L'éventuelle intention homicide des jeunes frères El Habib, jugés pour une rixe mortelle lors d'une sortie de discothèque en 2018, était jeudi au coeur des débats de la cour d'assises de l'Isère qui doit rendre son verdict vendredi.
"Il faut condamner ce meurtre sauvage, gratuit, stupide", a demandé jeudi matin l'avocat général en requérant 20 ans de réclusion criminelle pour Younes et Yanis El Habib, convaincu de leur volonté de tuer durant ces 40 secondes d'un "déferlement de violence", selon les propres mots de la défense.
Les deux frères, 22 et 23 ans, sont jugés pour le meurtre d'Adrien Perez, 26 ans, la tentative de meurtre de l'un de ses amis et des violences aggravées lors d'une rixe à la sortie du Phoenix, boite de nuit de Meylan, près de Grenoble, le 29 juillet 2018, un drame qui avait vivement ému dans la région et au-delà.
Younes El Habib "sera condamné pour les violences, et c'est normal, mais pas pour l'intention homicide, qui n'existe pas", a lancé son avocat Guillaume Fort dans sa plaidoirie.
Dans une mêlée confuse devenue mortelle, captée par une caméra et projetée de nombreuses fois à l'audience, "la seule chose qu'il a cherché à faire, c'est de se dégager", a assuré Me Fort, pour expliquer le coup de couteau porté au thorax d'Adrien Perez.
Le jeune avocat a rappelé les témoignages qui dépeignent un jeune homme "mature", "sensible", "intelligent", qui se comporte bien en détention. "Vous n'allez pas juger les 40 secondes qui ont conduit ces deux hommes dans le box, vous allez juger une vie", a tonné l'avocat face à la cour et aux jurés.
Ce drame, "c'est pas les méchants arabes contre les gentils blancs", a-t-il ajouté, rappelant les récupérations politiques de l'extrême-droite à l'époque des faits.
"Pas sur des hypothèses"
Dans ses réquisitions, l'avocat général Jacques Dallest s'était adressé, jeudi matin, aux deux frères: "vous n'êtes sans doute pas des tueurs, mais vous êtes des criminels du petit matin, des criminels d'occasion."
"Humilié" à la suite d'une altercation dans le sas du Phoenix, le cadet Yanis va à la rencontre du groupe d'Adrien Perez et déclenche par ses coups un "moment de sauvagerie pure".
Younes a reconnu l'usage d'une arme blanche dans la rixe, mais pas Yanis, qui réfute cette hypothèse depuis près de trois ans.
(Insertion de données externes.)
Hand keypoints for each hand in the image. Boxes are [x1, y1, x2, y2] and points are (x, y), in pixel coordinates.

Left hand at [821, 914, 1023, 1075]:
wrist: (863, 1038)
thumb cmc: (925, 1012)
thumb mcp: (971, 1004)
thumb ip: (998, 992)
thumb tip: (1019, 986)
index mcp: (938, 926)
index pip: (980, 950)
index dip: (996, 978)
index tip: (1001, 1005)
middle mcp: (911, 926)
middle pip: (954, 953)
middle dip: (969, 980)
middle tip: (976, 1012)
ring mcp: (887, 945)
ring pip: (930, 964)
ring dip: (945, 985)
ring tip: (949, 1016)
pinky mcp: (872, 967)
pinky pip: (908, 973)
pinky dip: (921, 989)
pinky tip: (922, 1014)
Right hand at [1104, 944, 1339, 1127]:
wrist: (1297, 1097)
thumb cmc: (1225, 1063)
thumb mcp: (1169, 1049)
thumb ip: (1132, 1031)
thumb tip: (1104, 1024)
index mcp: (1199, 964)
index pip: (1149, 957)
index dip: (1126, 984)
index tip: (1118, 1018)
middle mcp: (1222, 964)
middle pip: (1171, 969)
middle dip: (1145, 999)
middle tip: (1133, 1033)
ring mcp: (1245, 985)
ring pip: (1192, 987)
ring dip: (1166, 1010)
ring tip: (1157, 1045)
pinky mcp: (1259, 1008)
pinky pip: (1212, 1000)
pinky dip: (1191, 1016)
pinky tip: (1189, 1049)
Pour l'accusation, les deux portaient bien une arme blanche, signant là leur intention de tuer.
"On ne condamne pas sur des hypothèses," lui a répondu Léa Forest, avocate de Yanis El Habib qui tente de démonter, points par points, les détails soulevés par l'accusation. "Yanis n'avait pas d'arme, il n'a pas donné la mort, ni tenté de donner la mort à Adrien Perez", lance-t-elle, "vous n'avez pas de preuve contraire."
Et, ajoute son collègue Me Julien Charle, le coup mortel à Adrien Perez ne fut pas de son fait, mais celui de son frère Younes. Il dénonce ainsi le choix, par l'accusation, de soulever la coaction, outil pénal qui permettrait à la cour d'assises de condamner les deux accusés d'un unique meurtre.
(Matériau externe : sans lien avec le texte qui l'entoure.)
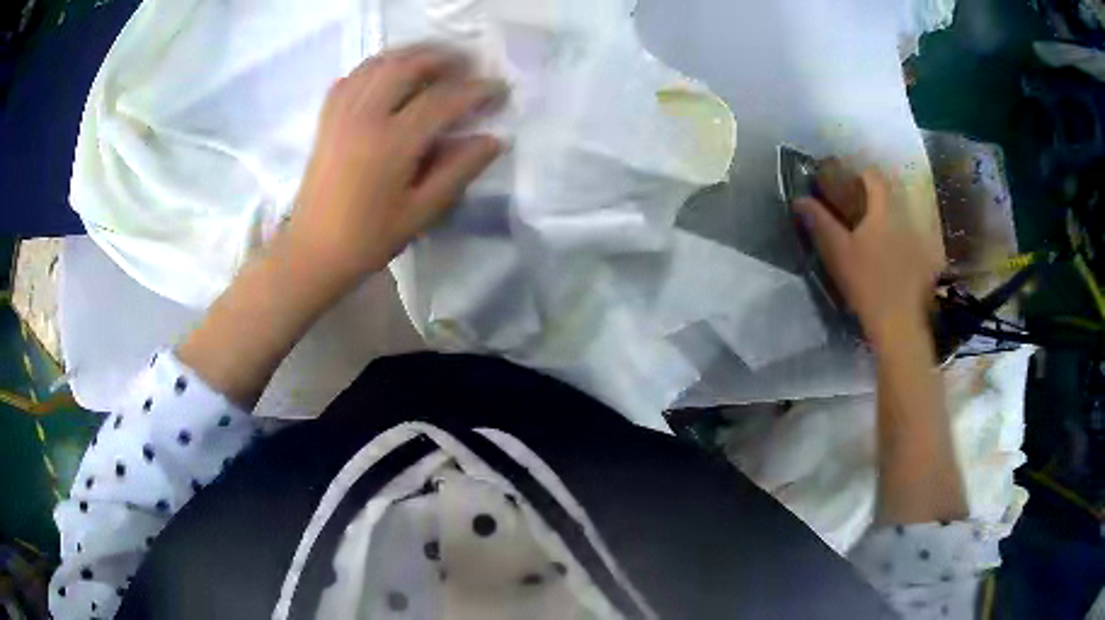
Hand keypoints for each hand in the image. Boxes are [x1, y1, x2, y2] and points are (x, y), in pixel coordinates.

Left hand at [286, 45, 506, 294]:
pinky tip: (389, 75)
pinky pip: (353, 76)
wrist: (312, 251)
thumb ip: (458, 171)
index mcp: (391, 143)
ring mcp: (341, 114)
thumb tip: (493, 140)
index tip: (500, 89)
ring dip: (410, 55)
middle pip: (407, 67)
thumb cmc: (368, 239)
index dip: (476, 91)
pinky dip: (376, 67)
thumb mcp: (421, 212)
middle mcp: (364, 117)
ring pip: (378, 64)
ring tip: (434, 62)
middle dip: (442, 59)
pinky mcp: (327, 119)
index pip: (442, 100)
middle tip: (467, 66)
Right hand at [794, 165, 940, 345]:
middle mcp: (904, 217)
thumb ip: (820, 222)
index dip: (859, 174)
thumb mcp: (838, 252)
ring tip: (872, 236)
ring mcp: (917, 239)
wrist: (899, 323)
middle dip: (874, 196)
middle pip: (890, 194)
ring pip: (901, 216)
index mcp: (883, 210)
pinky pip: (910, 239)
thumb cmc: (867, 283)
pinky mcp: (924, 260)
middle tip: (856, 209)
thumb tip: (799, 199)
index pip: (873, 176)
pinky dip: (899, 240)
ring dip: (887, 218)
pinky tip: (889, 259)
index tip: (845, 182)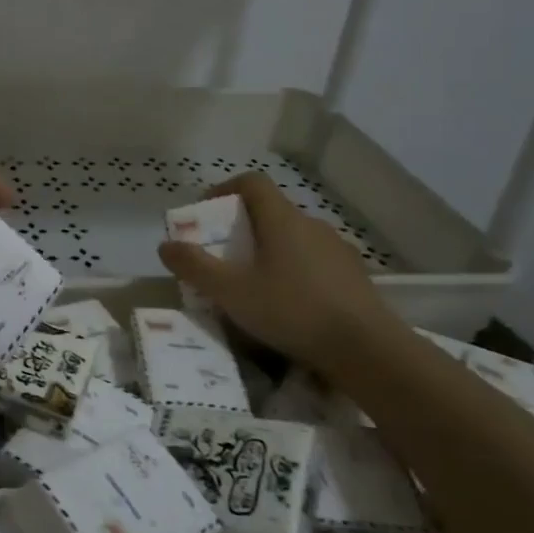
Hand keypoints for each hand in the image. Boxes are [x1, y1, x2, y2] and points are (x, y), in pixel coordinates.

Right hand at [156, 173, 395, 372]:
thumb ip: (195, 267)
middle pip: (271, 211)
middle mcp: (311, 224)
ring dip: (270, 250)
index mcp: (281, 219)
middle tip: (223, 255)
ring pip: (294, 238)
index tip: (206, 212)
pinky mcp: (354, 276)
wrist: (368, 350)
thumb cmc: (292, 311)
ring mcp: (337, 250)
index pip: (252, 182)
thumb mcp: (231, 292)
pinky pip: (314, 261)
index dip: (225, 189)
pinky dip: (294, 270)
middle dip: (242, 227)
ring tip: (254, 284)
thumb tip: (165, 245)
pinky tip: (289, 304)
Yanis et Younes El Habib étaient "unis dans l'action, dans l'agressivité, dans la violence. Ils doivent donc l'être dans la sanction, dans le châtiment," avait lancé Jacques Dallest avant de requérir 20 ans de réclusion pour les deux. "Il faut dissocier les actes", a plaidé Me Charle, "c'est le principe de l'individualisation."
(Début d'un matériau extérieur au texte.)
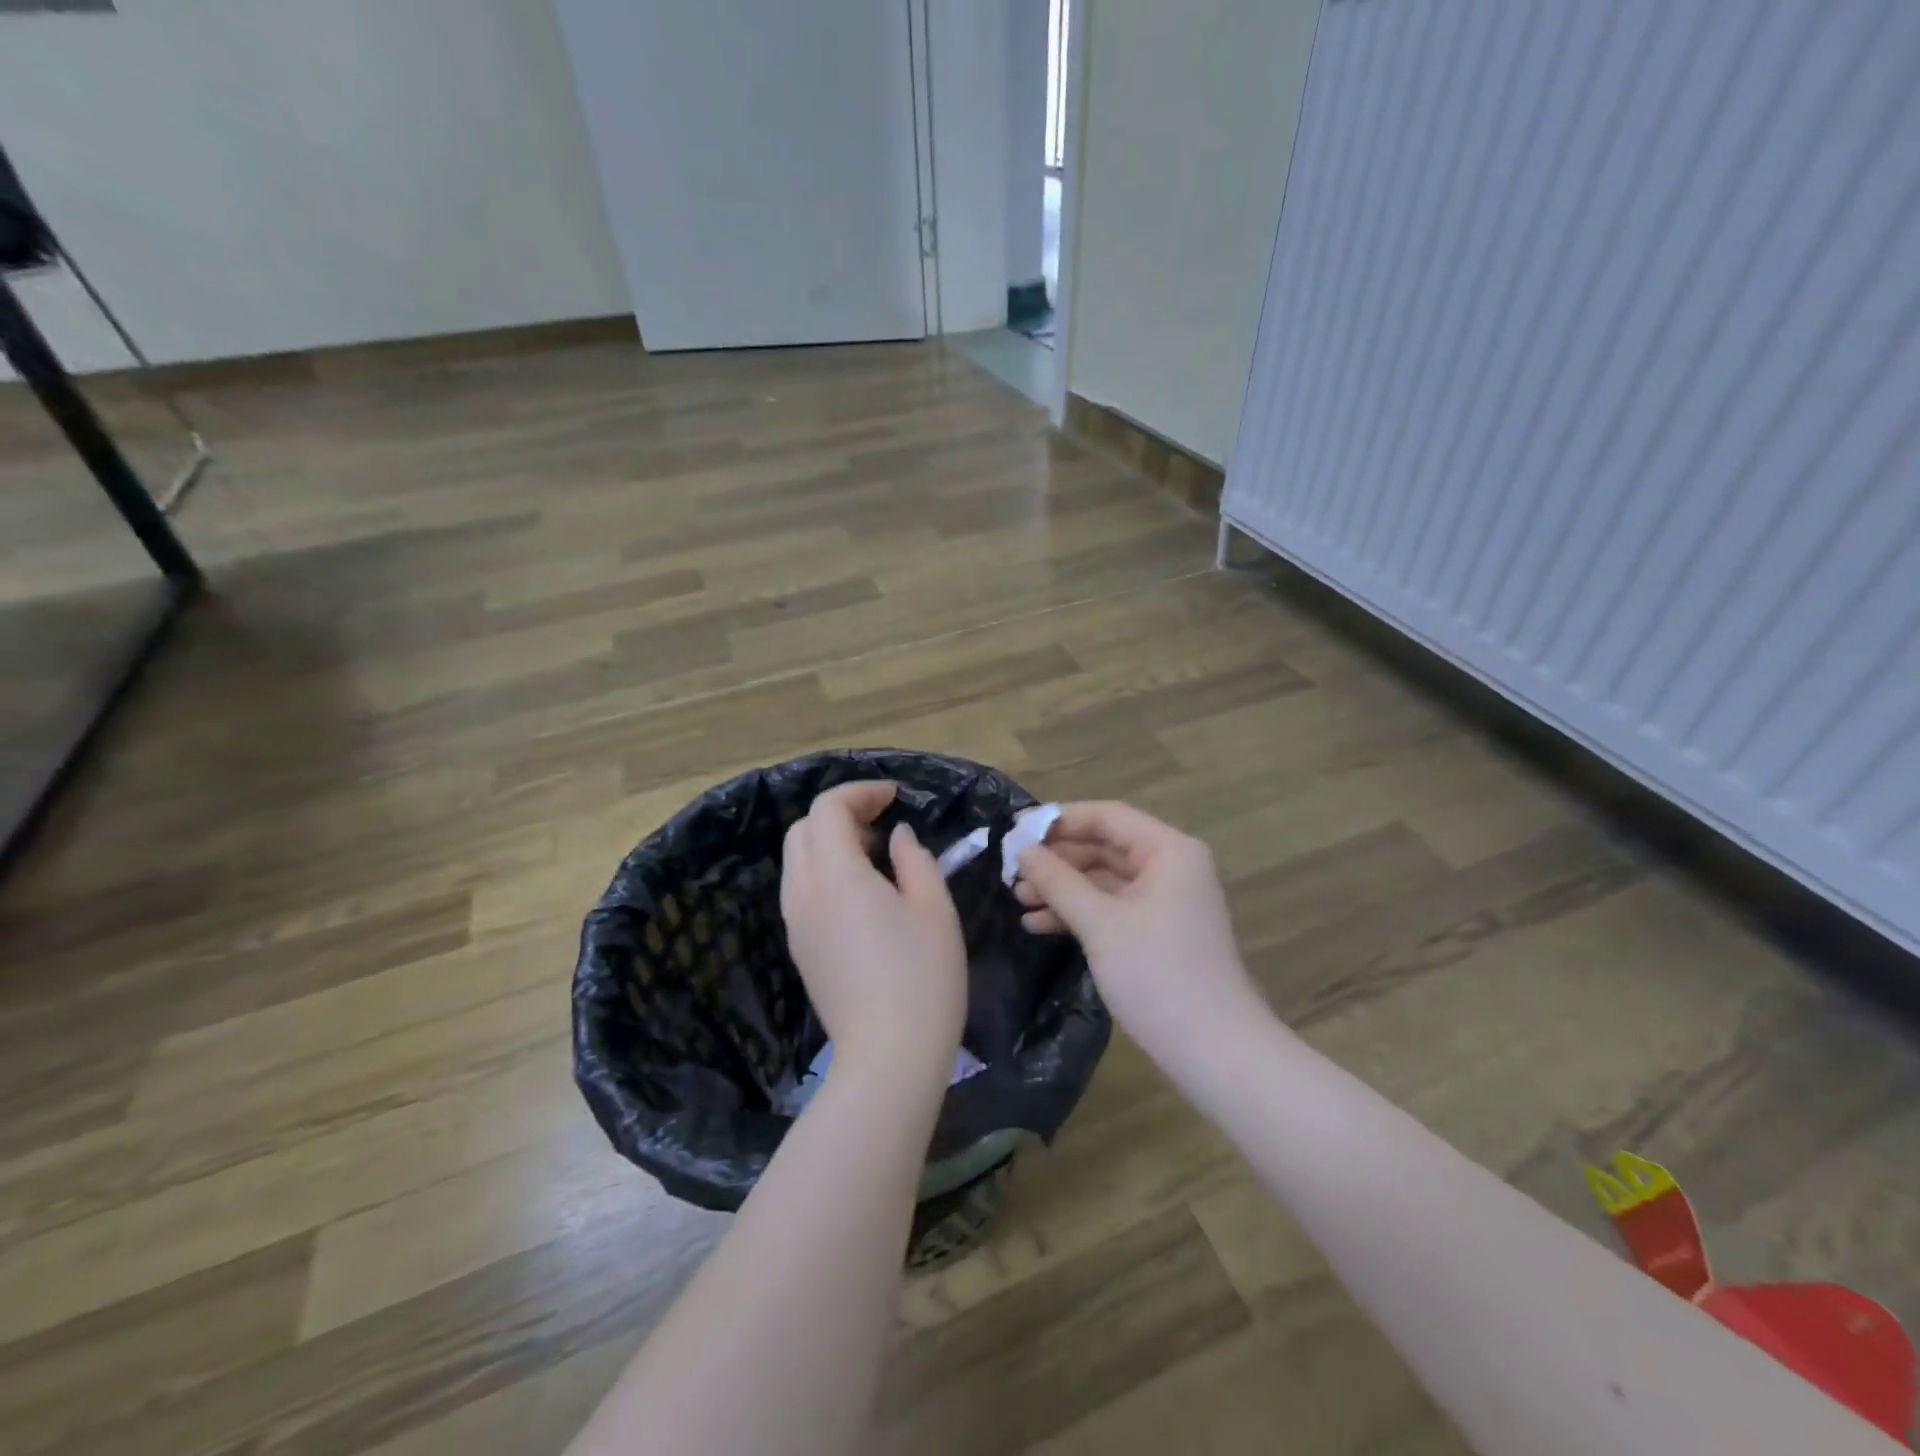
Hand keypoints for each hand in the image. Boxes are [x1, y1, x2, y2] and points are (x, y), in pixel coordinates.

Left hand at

Un an de prison avec sursis a été requis contre le troisième accusé, libre, à qui est reproché des violences aggravées. Son avocat, Bernard Ripert, a plaidé l'acquittement, clamant à l'adresse des parties civiles que "les larmes des victimes ne s'assèchent pas dans la lourdeur des peines."
Verdict vendredi.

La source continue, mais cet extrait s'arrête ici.